Pese a ello, el consejero ha querido trasladar un mensaje menos confrontativo y ha sostenido que a Euskadi también le beneficia que “al vecino le vaya industrialmente bien”. En este sentido, ha defendido que parte de la cadena de valor y de los centros tecnológicos que interesan a Hithium están en el País Vasco, por lo que la implantación en Navarra también puede tener efectos positivos en el entorno cercano.

El anuncio del proyecto se ha producido después del encuentro mantenido el lunes con el presidente del Gobierno de España, Pedro Sánchez, y en una comparecencia en la que han participado la presidenta del Gobierno de Navarra, María Chivite; el director de Inversiones de Hithium, Hao Wang; y el consejero de Industria, Mikel Irujo.

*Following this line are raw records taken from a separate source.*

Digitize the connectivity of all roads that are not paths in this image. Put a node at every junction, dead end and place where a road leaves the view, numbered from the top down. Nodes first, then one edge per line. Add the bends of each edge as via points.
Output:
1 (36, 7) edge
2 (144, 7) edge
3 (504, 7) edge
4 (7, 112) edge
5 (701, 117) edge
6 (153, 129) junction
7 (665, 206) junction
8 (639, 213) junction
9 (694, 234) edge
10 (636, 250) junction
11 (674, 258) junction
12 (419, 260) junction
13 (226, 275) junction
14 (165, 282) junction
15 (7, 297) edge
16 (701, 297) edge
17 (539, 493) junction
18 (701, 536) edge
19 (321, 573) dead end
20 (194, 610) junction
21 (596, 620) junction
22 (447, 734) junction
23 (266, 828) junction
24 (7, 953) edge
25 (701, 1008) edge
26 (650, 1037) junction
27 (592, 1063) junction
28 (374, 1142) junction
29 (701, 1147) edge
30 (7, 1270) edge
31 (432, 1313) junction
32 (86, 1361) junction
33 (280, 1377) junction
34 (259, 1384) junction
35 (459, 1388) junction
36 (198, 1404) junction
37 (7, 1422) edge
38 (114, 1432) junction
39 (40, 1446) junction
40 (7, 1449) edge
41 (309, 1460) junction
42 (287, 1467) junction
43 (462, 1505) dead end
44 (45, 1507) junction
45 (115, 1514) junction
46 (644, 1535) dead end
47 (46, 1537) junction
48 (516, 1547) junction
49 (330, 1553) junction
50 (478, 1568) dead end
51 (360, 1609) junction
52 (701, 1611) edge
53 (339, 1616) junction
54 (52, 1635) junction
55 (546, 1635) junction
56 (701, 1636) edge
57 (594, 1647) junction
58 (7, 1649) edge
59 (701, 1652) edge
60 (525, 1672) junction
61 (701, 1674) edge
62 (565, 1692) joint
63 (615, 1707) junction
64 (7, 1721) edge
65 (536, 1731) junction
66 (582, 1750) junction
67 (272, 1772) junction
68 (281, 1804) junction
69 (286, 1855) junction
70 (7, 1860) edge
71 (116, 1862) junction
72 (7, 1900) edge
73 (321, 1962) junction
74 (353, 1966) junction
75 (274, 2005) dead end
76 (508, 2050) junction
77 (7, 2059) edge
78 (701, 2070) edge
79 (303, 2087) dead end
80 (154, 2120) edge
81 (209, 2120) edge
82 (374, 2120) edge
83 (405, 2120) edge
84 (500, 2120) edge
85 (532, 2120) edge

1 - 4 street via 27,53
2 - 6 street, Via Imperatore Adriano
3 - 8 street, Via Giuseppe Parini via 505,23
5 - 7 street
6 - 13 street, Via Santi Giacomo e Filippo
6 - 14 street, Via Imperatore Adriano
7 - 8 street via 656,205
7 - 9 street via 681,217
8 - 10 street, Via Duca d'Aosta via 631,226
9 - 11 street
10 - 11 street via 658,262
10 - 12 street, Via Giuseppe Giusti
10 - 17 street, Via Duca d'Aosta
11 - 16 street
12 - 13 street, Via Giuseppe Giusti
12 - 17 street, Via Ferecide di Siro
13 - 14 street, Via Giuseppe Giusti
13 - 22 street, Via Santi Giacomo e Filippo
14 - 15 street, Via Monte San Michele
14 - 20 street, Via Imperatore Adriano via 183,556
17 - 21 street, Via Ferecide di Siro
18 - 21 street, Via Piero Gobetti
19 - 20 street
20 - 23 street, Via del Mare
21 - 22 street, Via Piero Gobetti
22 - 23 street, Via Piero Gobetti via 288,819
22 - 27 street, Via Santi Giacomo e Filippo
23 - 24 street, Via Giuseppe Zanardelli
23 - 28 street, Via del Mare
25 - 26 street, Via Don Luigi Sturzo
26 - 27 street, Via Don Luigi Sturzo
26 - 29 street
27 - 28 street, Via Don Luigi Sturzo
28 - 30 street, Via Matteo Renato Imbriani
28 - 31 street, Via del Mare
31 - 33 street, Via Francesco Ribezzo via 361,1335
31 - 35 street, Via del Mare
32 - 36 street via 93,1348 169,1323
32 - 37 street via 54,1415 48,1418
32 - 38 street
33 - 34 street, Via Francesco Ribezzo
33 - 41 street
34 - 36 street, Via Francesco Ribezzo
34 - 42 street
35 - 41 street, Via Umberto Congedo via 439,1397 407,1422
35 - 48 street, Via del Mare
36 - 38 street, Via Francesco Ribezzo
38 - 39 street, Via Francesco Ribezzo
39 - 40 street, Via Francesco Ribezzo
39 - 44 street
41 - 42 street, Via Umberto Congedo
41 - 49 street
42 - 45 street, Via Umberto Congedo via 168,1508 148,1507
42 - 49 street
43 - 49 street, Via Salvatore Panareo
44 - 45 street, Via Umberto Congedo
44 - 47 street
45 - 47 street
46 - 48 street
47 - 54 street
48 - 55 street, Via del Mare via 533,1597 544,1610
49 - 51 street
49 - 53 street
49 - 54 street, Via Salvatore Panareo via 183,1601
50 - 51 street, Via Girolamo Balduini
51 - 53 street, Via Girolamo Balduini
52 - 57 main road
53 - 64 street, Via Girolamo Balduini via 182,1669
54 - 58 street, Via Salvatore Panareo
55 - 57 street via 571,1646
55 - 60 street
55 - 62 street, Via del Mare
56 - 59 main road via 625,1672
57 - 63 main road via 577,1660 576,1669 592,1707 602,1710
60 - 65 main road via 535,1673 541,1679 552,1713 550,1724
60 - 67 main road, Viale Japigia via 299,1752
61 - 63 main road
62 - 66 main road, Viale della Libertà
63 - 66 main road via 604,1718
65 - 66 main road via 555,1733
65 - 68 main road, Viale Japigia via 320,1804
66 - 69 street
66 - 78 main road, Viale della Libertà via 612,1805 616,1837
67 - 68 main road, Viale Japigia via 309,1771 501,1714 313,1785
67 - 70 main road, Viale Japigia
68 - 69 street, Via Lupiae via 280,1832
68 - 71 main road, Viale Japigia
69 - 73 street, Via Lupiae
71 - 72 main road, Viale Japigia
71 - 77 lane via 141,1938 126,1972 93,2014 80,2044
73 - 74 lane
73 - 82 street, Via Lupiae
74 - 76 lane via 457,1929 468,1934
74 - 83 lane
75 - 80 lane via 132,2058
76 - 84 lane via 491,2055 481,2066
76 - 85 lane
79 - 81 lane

Además de la inversión y del volumen de empleo previsto, el Gobierno de Navarra ha avanzado que firmará en las próximas semanas una joint venture con Hithium para poner en marcha una nueva sociedad conjunta en la que ambas partes aportarán capital. Ese paso refuerza el alcance estratégico de la operación y va más allá de una implantación industrial al uso.

Hithium, fundada en 2019, está especializada en sistemas de almacenamiento de energía estacionaria y dispone de centros de I+D+i y plantas de producción. Según ha destacado Chivite, se trata de una de las compañías más potentes de su mercado, hasta el punto de situarse como la segunda del mundo en su segmento.

La presidenta navarra ha recordado además que tanto ella como Mikel Irujo visitaron la empresa en China el pasado noviembre, dentro del trabajo previo desarrollado para atraer esta inversión. Por su parte, Hao Wang ha señalado que la firma del acuerdo de intenciones supone “un primer paso” dentro de una colaboración a largo plazo con Navarra.

El directivo de la empresa también ha destacado el peso de la Comunidad foral en el ámbito de las energías renovables y ha apuntado que ese entorno empresarial ha influido en la decisión de avanzar con el proyecto. En la misma línea, Irujo ha defendido que la operación es fruto de un trabajo prolongado de atracción de inversiones y de la apuesta del Ejecutivo foral por reforzar su capacidad para captar iniciativas internacionales, especialmente procedentes de China.

Ya en la parte final de su intervención, María Chivite ha subrayado que disponer de energía renovable a precio asequible puede impulsar “de manera exponencial” la competitividad, la productividad y la capacidad de atraer nuevas iniciativas industriales a Navarra.